Poducers to withhold coffee to boost prices
Poducers to withhold coffee to boost prices
SALVADOR, Brazil (AP): The world's two largest coffee producers plan to withhold about six million bags of their upcoming harvests in efforts to bolster frazzled coffee prices, a top Brazilian official said Wednesday.
Brazil and Colombia are among a handful of key producers that have been working to form a global consensus to reverse the trend of falling coffee prices by limiting supply.
"Details of how the plan will work will require agreement from the principal producing countries," said Paulo Cesar Samico, of Brazil's Agriculture Ministry's Food Supply Department. "The important thing is we need to support coffee prices in order to remunerate producers' investments and guarantee future supply."
Samico spoke at a conference on coffee in Salvador, about 740 miles (1,200 kms) northeast of Rio.
Despite an expected reduction in Brazil's and Colombia's 2000- 2001 production, Samico said prices have fallen an average of 10 to 15 percent since January, "mainly because of pressure from Mexican supply."

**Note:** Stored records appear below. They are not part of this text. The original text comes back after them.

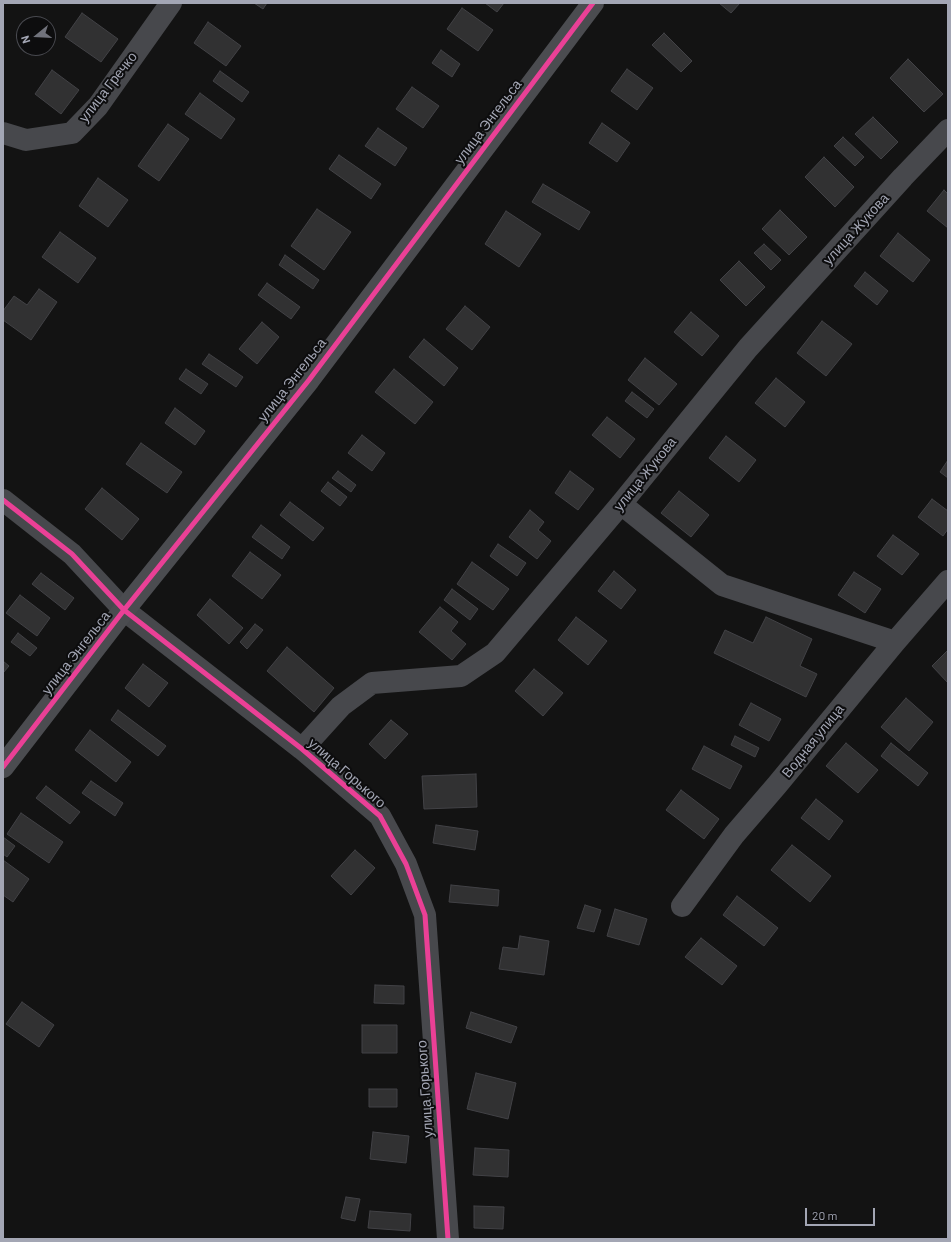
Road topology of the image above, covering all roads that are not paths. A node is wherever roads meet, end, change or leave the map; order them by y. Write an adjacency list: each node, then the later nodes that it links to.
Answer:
1 (171, 3): 4 (street, улица Гречко)
2 (593, 3): 8 (street, улица Энгельса)
3 (948, 130): 6 (street, улица Жукова)
4 (3, 133)
5 (3, 500): 8 (street, улица Горького)
6 (621, 504): 9 (street); 10 (street, улица Жукова)
7 (948, 581): 9 (street, Водная улица)
8 (124, 610): 10 (street, улица Горького); 11 (street, улица Энгельса)
9 (895, 642): 12 (street, Водная улица)
10 (302, 749): 13 (street, улица Горького)
11 (3, 767)
12 (682, 906)
13 (448, 1239)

Coffee future prices on the New York Board of Trade on Wednesday stood at US$1.03 a pound.
Samico said the retention plan should go into operation at the end of April or beginning of May with the start of Brazil's robusta coffee harvest, which could reach a record 7 million 60- kilogram bags, considerably higher than the previous season's 4.4 million bags.
Samico said representatives from Brazil,Colombia, Vietnam, Indonesia, Mexico and the Ivory Coast will meet over the next few weeks to discuss details of the retention plan.
"The immediate effect (of the retention plan) is to boost prices," said one exporter, who asked not to be identified. "But in the long term it is self-defeating as higher prices encourage higher production which will eventually push prices down."
Brazil is the world's largest exporter and producer, harvesting an estimated 27.2 million bags for the 1999-2000 period, down from 34.6 million in the previous year. The 2000- 2001 harvest has been estimated at nearly 29 million bags.